**YOUR OBJECTIVE**: Leave the pictures out, and print everything else in the records exactly.

**LISTED ENTRIES**:
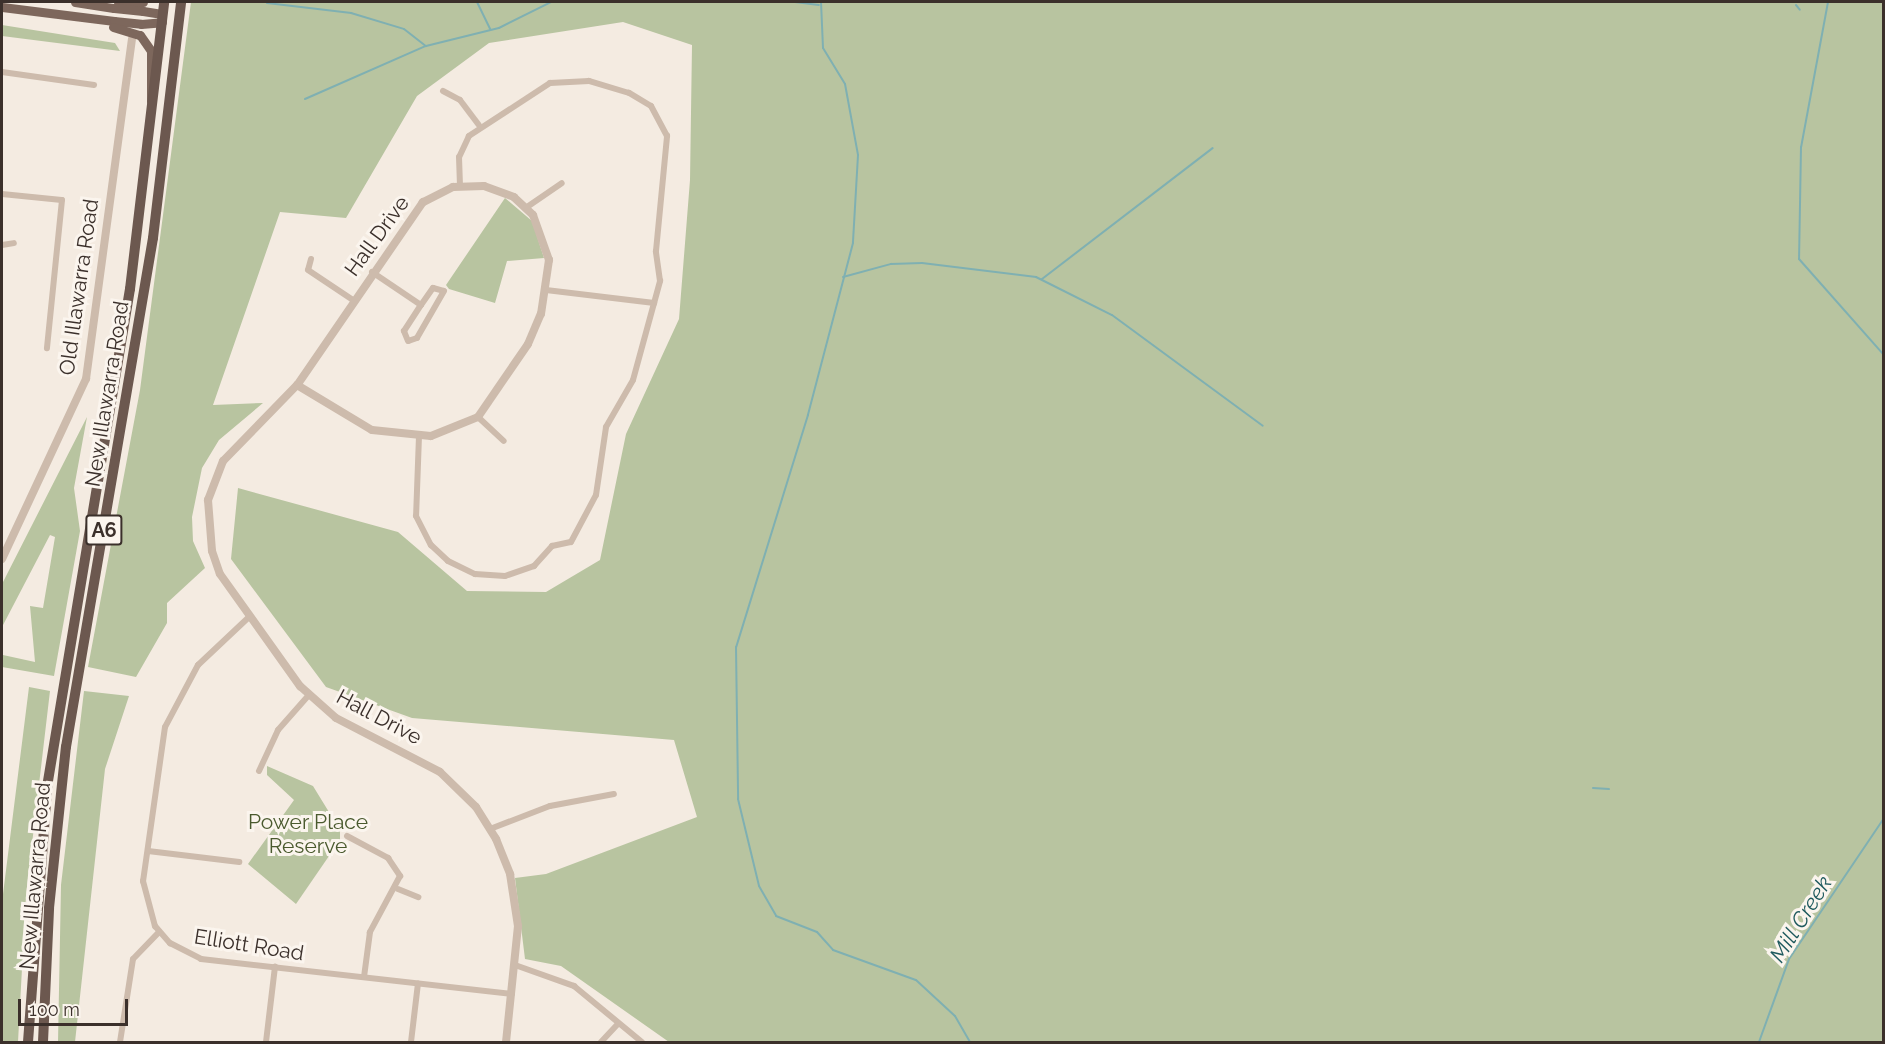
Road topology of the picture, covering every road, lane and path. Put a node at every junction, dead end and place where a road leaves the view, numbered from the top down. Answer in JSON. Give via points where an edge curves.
{"nodes":[{"id":1,"x":75,"y":2,"type":"edge"},
{"id":2,"x":164,"y":2,"type":"edge"},
{"id":3,"x":181,"y":2,"type":"edge"},
{"id":4,"x":116,"y":5,"type":"edge"},
{"id":5,"x":143,"y":6,"type":"edge"},
{"id":6,"x":2,"y":7,"type":"edge"},
{"id":7,"x":162,"y":18,"type":"junction"},
{"id":8,"x":178,"y":18,"type":"junction"},
{"id":9,"x":113,"y":24,"type":"junction"},
{"id":10,"x":136,"y":37,"type":"junction"},
{"id":11,"x":2,"y":72,"type":"edge"},
{"id":12,"x":94,"y":85,"type":"dead end"},
{"id":13,"x":443,"y":91,"type":"dead end"},
{"id":14,"x":152,"y":101,"type":"junction"},
{"id":15,"x":479,"y":125,"type":"junction"},
{"id":16,"x":562,"y":183,"type":"dead end"},
{"id":17,"x":460,"y":186,"type":"junction"},
{"id":18,"x":2,"y":194,"type":"edge"},
{"id":19,"x":526,"y":207,"type":"junction"},
{"id":20,"x":14,"y":243,"type":"dead end"},
{"id":21,"x":2,"y":245,"type":"edge"},
{"id":22,"x":311,"y":259,"type":"dead end"},
{"id":23,"x":372,"y":272,"type":"junction"},
{"id":24,"x":546,"y":290,"type":"junction"},
{"id":25,"x":353,"y":300,"type":"junction"},
{"id":26,"x":654,"y":303,"type":"junction"},
{"id":27,"x":421,"y":304,"type":"junction"},
{"id":28,"x":47,"y":348,"type":"dead end"},
{"id":29,"x":297,"y":385,"type":"junction"},
{"id":30,"x":478,"y":417,"type":"junction"},
{"id":31,"x":419,"y":436,"type":"junction"},
{"id":32,"x":504,"y":441,"type":"dead end"},
{"id":33,"x":2,"y":560,"type":"edge"},
{"id":34,"x":249,"y":617,"type":"junction"},
{"id":35,"x":308,"y":696,"type":"junction"},
{"id":36,"x":259,"y":771,"type":"dead end"},
{"id":37,"x":614,"y":794,"type":"dead end"},
{"id":38,"x":490,"y":829,"type":"junction"},
{"id":39,"x":347,"y":836,"type":"dead end"},
{"id":40,"x":148,"y":850,"type":"junction"},
{"id":41,"x":239,"y":862,"type":"dead end"},
{"id":42,"x":398,"y":889,"type":"junction"},
{"id":43,"x":418,"y":897,"type":"dead end"},
{"id":44,"x":159,"y":932,"type":"junction"},
{"id":45,"x":515,"y":964,"type":"junction"},
{"id":46,"x":275,"y":967,"type":"junction"},
{"id":47,"x":364,"y":977,"type":"junction"},
{"id":48,"x":418,"y":983,"type":"junction"},
{"id":49,"x":512,"y":993,"type":"junction"},
{"id":50,"x":618,"y":1024,"type":"junction"},
{"id":51,"x":28,"y":1042,"type":"edge"},
{"id":52,"x":43,"y":1042,"type":"edge"},
{"id":53,"x":120,"y":1042,"type":"edge"},
{"id":54,"x":266,"y":1042,"type":"edge"},
{"id":55,"x":411,"y":1042,"type":"edge"},
{"id":56,"x":506,"y":1042,"type":"edge"},
{"id":57,"x":601,"y":1042,"type":"edge"},
{"id":58,"x":642,"y":1042,"type":"edge"}],
"edges":[{"from":1,"to":4,"type":"main road"},
{"from":2,"to":7,"type":"highway","name":"New Illawarra Road","number":"A6"},
{"from":3,"to":8,"type":"highway","name":"New Illawarra Road","number":"A6"},
{"from":4,"to":5,"type":"main road","bridge":true},
{"from":5,"to":7,"type":"main road"},
{"from":6,"to":9,"type":"main road"},
{"from":7,"to":8,"type":"highway"},
{"from":7,"to":9,"type":"main road","bridge":true,"via":[[141,24]]},
{"from":7,"to":14,"type":"highway","name":"New Illawarra Road","number":"A6"},
{"from":8,"to":52,"type":"highway","name":"New Illawarra Road","number":"A6","via":[[151,249],[66,747],[49,908]]},
{"from":9,"to":10,"type":"main road","bridge":true},
{"from":10,"to":14,"type":"main road","via":[[151,51],[147,87]]},
{"from":10,"to":33,"type":"street","name":"Old Illawarra Road","via":[[86,378]]},
{"from":11,"to":12,"type":"street"},
{"from":13,"to":15,"type":"street","via":[[460,100]]},
{"from":14,"to":51,"type":"highway","name":"New Illawarra Road","number":"A6","via":[[130,289],[47,787]]},
{"from":15,"to":17,"type":"street","via":[[461,150]]},
{"from":15,"to":26,"type":"street","via":[[535,89],[564,80],[597,82],[651,106],[669,144],[656,251],[661,276]]},
{"from":16,"to":19,"type":"street"},
{"from":17,"to":19,"type":"street","name":"Hall Drive","via":[[496,189]]},
{"from":17,"to":23,"type":"street","name":"Hall Drive","via":[[438,193],[416,208]]},
{"from":18,"to":28,"type":"street","via":[[62,200]]},
{"from":19,"to":24,"type":"street","name":"Hall Drive","via":[[546,241]]},
{"from":20,"to":21,"type":"street"},
{"from":22,"to":25,"type":"street","via":[[308,270]]},
{"from":23,"to":25,"type":"street","name":"Hall Drive"},
{"from":23,"to":27,"type":"street"},
{"from":24,"to":26,"type":"street"},
{"from":24,"to":30,"type":"street","name":"Hall Drive","via":[[534,333]]},
{"from":25,"to":29,"type":"street","name":"Hall Drive"},
{"from":26,"to":31,"type":"street","via":[[633,380],[606,427],[596,495],[571,542],[552,546],[534,566],[505,576],[475,573],[442,556],[422,531],[414,509]]},
{"from":27,"to":27,"type":"street","via":[[433,288],[444,291],[416,340],[408,341],[404,331]]},
{"from":29,"to":31,"type":"street","name":"Hall Drive","via":[[363,427]]},
{"from":29,"to":34,"type":"street","name":"Hall Drive","via":[[223,461],[208,500],[212,550]]},
{"from":30,"to":31,"type":"street","name":"Hall Drive","via":[[451,432]]},
{"from":30,"to":32,"type":"street"},
{"from":34,"to":35,"type":"street","name":"Hall Drive"},
{"from":34,"to":40,"type":"street","via":[[211,648],[172,708],[161,744]]},
{"from":35,"to":36,"type":"street","via":[[278,730]]},
{"from":35,"to":38,"type":"street","name":"Hall Drive","via":[[355,729],[440,772]]},
{"from":37,"to":38,"type":"street","via":[[550,806]]},
{"from":38,"to":45,"type":"street","name":"Hall Drive","via":[[513,887]]},
{"from":39,"to":42,"type":"street","via":[[393,862],[400,876]]},
{"from":40,"to":41,"type":"street"},
{"from":40,"to":44,"type":"street","via":[[144,890]]},
{"from":42,"to":43,"type":"street"},
{"from":42,"to":47,"type":"street","via":[[370,932]]},
{"from":44,"to":46,"type":"street","name":"Elliott Road","via":[[201,958]]},
{"from":44,"to":53,"type":"street","via":[[133,960]]},
{"from":45,"to":49,"type":"street","name":"Hall Drive"},
{"from":45,"to":50,"type":"street","via":[[557,976]]},
{"from":46,"to":47,"type":"street","name":"Elliott Road"},
{"from":46,"to":54,"type":"street"},
{"from":47,"to":48,"type":"street","name":"Elliott Road"},
{"from":48,"to":49,"type":"street","name":"Elliott Road"},
{"from":48,"to":55,"type":"street"},
{"from":49,"to":56,"type":"street","name":"Hall Drive"},
{"from":50,"to":57,"type":"street"},
{"from":50,"to":58,"type":"street"}]}
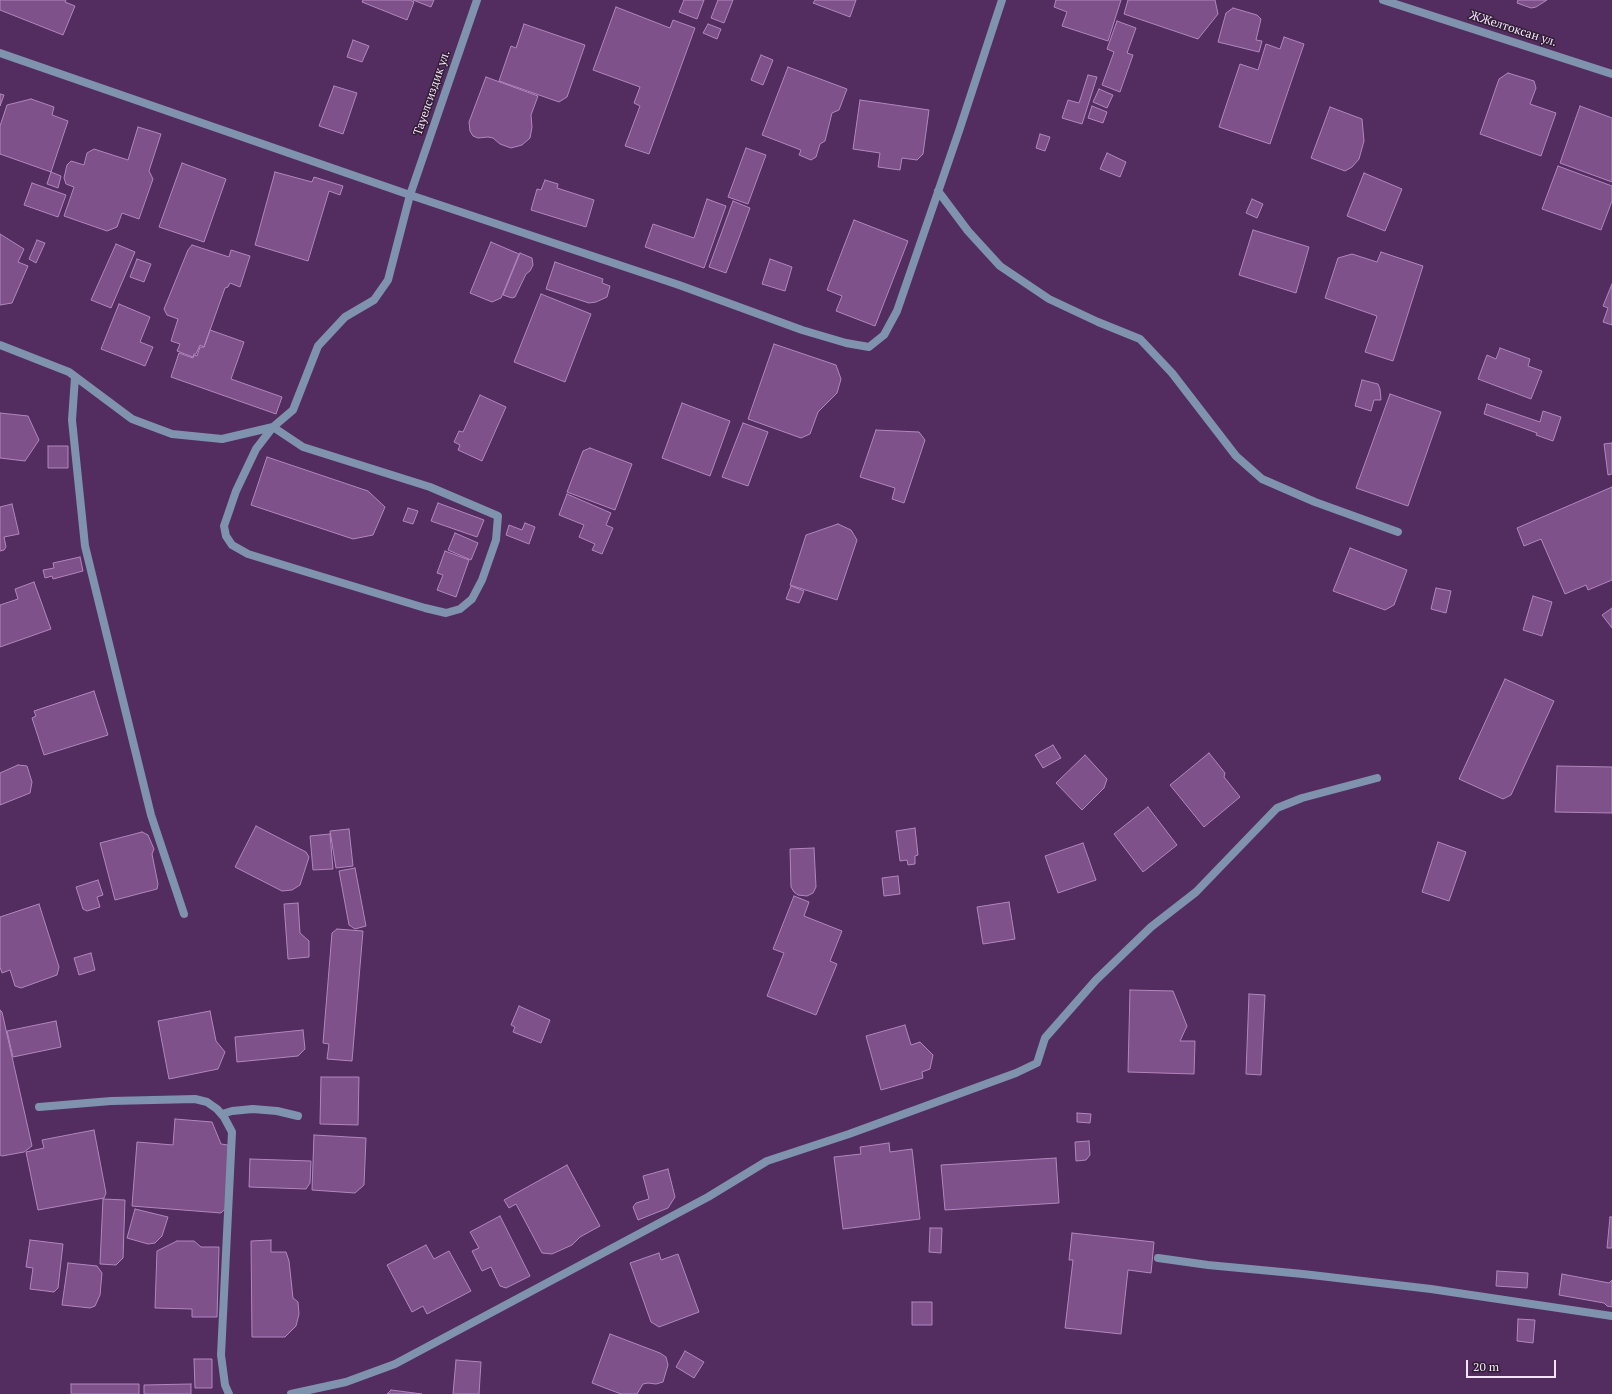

**ANSWER**:
Road topology of the picture, covering every road, lane and path. Put a node at every junction, dead end and place where a road leaves the view, numbered from the top down. Answer in JSON. Give via points where an edge curves.
{"nodes":[{"id":1,"x":75,"y":2,"type":"edge"},
{"id":2,"x":164,"y":2,"type":"edge"},
{"id":3,"x":181,"y":2,"type":"edge"},
{"id":4,"x":116,"y":5,"type":"edge"},
{"id":5,"x":143,"y":6,"type":"edge"},
{"id":6,"x":2,"y":7,"type":"edge"},
{"id":7,"x":162,"y":18,"type":"junction"},
{"id":8,"x":178,"y":18,"type":"junction"},
{"id":9,"x":113,"y":24,"type":"junction"},
{"id":10,"x":136,"y":37,"type":"junction"},
{"id":11,"x":2,"y":72,"type":"edge"},
{"id":12,"x":94,"y":85,"type":"dead end"},
{"id":13,"x":443,"y":91,"type":"dead end"},
{"id":14,"x":152,"y":101,"type":"junction"},
{"id":15,"x":479,"y":125,"type":"junction"},
{"id":16,"x":562,"y":183,"type":"dead end"},
{"id":17,"x":460,"y":186,"type":"junction"},
{"id":18,"x":2,"y":194,"type":"edge"},
{"id":19,"x":526,"y":207,"type":"junction"},
{"id":20,"x":14,"y":243,"type":"dead end"},
{"id":21,"x":2,"y":245,"type":"edge"},
{"id":22,"x":311,"y":259,"type":"dead end"},
{"id":23,"x":372,"y":272,"type":"junction"},
{"id":24,"x":546,"y":290,"type":"junction"},
{"id":25,"x":353,"y":300,"type":"junction"},
{"id":26,"x":654,"y":303,"type":"junction"},
{"id":27,"x":421,"y":304,"type":"junction"},
{"id":28,"x":47,"y":348,"type":"dead end"},
{"id":29,"x":297,"y":385,"type":"junction"},
{"id":30,"x":478,"y":417,"type":"junction"},
{"id":31,"x":419,"y":436,"type":"junction"},
{"id":32,"x":504,"y":441,"type":"dead end"},
{"id":33,"x":2,"y":560,"type":"edge"},
{"id":34,"x":249,"y":617,"type":"junction"},
{"id":35,"x":308,"y":696,"type":"junction"},
{"id":36,"x":259,"y":771,"type":"dead end"},
{"id":37,"x":614,"y":794,"type":"dead end"},
{"id":38,"x":490,"y":829,"type":"junction"},
{"id":39,"x":347,"y":836,"type":"dead end"},
{"id":40,"x":148,"y":850,"type":"junction"},
{"id":41,"x":239,"y":862,"type":"dead end"},
{"id":42,"x":398,"y":889,"type":"junction"},
{"id":43,"x":418,"y":897,"type":"dead end"},
{"id":44,"x":159,"y":932,"type":"junction"},
{"id":45,"x":515,"y":964,"type":"junction"},
{"id":46,"x":275,"y":967,"type":"junction"},
{"id":47,"x":364,"y":977,"type":"junction"},
{"id":48,"x":418,"y":983,"type":"junction"},
{"id":49,"x":512,"y":993,"type":"junction"},
{"id":50,"x":618,"y":1024,"type":"junction"},
{"id":51,"x":28,"y":1042,"type":"edge"},
{"id":52,"x":43,"y":1042,"type":"edge"},
{"id":53,"x":120,"y":1042,"type":"edge"},
{"id":54,"x":266,"y":1042,"type":"edge"},
{"id":55,"x":411,"y":1042,"type":"edge"},
{"id":56,"x":506,"y":1042,"type":"edge"},
{"id":57,"x":601,"y":1042,"type":"edge"},
{"id":58,"x":642,"y":1042,"type":"edge"}],
"edges":[{"from":1,"to":4,"type":"main road"},
{"from":2,"to":7,"type":"highway","name":"New Illawarra Road","number":"A6"},
{"from":3,"to":8,"type":"highway","name":"New Illawarra Road","number":"A6"},
{"from":4,"to":5,"type":"main road","bridge":true},
{"from":5,"to":7,"type":"main road"},
{"from":6,"to":9,"type":"main road"},
{"from":7,"to":8,"type":"highway"},
{"from":7,"to":9,"type":"main road","bridge":true,"via":[[141,24]]},
{"from":7,"to":14,"type":"highway","name":"New Illawarra Road","number":"A6"},
{"from":8,"to":52,"type":"highway","name":"New Illawarra Road","number":"A6","via":[[151,249],[66,747],[49,908]]},
{"from":9,"to":10,"type":"main road","bridge":true},
{"from":10,"to":14,"type":"main road","via":[[151,51],[147,87]]},
{"from":10,"to":33,"type":"street","name":"Old Illawarra Road","via":[[86,378]]},
{"from":11,"to":12,"type":"street"},
{"from":13,"to":15,"type":"street","via":[[460,100]]},
{"from":14,"to":51,"type":"highway","name":"New Illawarra Road","number":"A6","via":[[130,289],[47,787]]},
{"from":15,"to":17,"type":"street","via":[[461,150]]},
{"from":15,"to":26,"type":"street","via":[[535,89],[564,80],[597,82],[651,106],[669,144],[656,251],[661,276]]},
{"from":16,"to":19,"type":"street"},
{"from":17,"to":19,"type":"street","name":"Hall Drive","via":[[496,189]]},
{"from":17,"to":23,"type":"street","name":"Hall Drive","via":[[438,193],[416,208]]},
{"from":18,"to":28,"type":"street","via":[[62,200]]},
{"from":19,"to":24,"type":"street","name":"Hall Drive","via":[[546,241]]},
{"from":20,"to":21,"type":"street"},
{"from":22,"to":25,"type":"street","via":[[308,270]]},
{"from":23,"to":25,"type":"street","name":"Hall Drive"},
{"from":23,"to":27,"type":"street"},
{"from":24,"to":26,"type":"street"},
{"from":24,"to":30,"type":"street","name":"Hall Drive","via":[[534,333]]},
{"from":25,"to":29,"type":"street","name":"Hall Drive"},
{"from":26,"to":31,"type":"street","via":[[633,380],[606,427],[596,495],[571,542],[552,546],[534,566],[505,576],[475,573],[442,556],[422,531],[414,509]]},
{"from":27,"to":27,"type":"street","via":[[433,288],[444,291],[416,340],[408,341],[404,331]]},
{"from":29,"to":31,"type":"street","name":"Hall Drive","via":[[363,427]]},
{"from":29,"to":34,"type":"street","name":"Hall Drive","via":[[223,461],[208,500],[212,550]]},
{"from":30,"to":31,"type":"street","name":"Hall Drive","via":[[451,432]]},
{"from":30,"to":32,"type":"street"},
{"from":34,"to":35,"type":"street","name":"Hall Drive"},
{"from":34,"to":40,"type":"street","via":[[211,648],[172,708],[161,744]]},
{"from":35,"to":36,"type":"street","via":[[278,730]]},
{"from":35,"to":38,"type":"street","name":"Hall Drive","via":[[355,729],[440,772]]},
{"from":37,"to":38,"type":"street","via":[[550,806]]},
{"from":38,"to":45,"type":"street","name":"Hall Drive","via":[[513,887]]},
{"from":39,"to":42,"type":"street","via":[[393,862],[400,876]]},
{"from":40,"to":41,"type":"street"},
{"from":40,"to":44,"type":"street","via":[[144,890]]},
{"from":42,"to":43,"type":"street"},
{"from":42,"to":47,"type":"street","via":[[370,932]]},
{"from":44,"to":46,"type":"street","name":"Elliott Road","via":[[201,958]]},
{"from":44,"to":53,"type":"street","via":[[133,960]]},
{"from":45,"to":49,"type":"street","name":"Hall Drive"},
{"from":45,"to":50,"type":"street","via":[[557,976]]},
{"from":46,"to":47,"type":"street","name":"Elliott Road"},
{"from":46,"to":54,"type":"street"},
{"from":47,"to":48,"type":"street","name":"Elliott Road"},
{"from":48,"to":49,"type":"street","name":"Elliott Road"},
{"from":48,"to":55,"type":"street"},
{"from":49,"to":56,"type":"street","name":"Hall Drive"},
{"from":50,"to":57,"type":"street"},
{"from":50,"to":58,"type":"street"}]}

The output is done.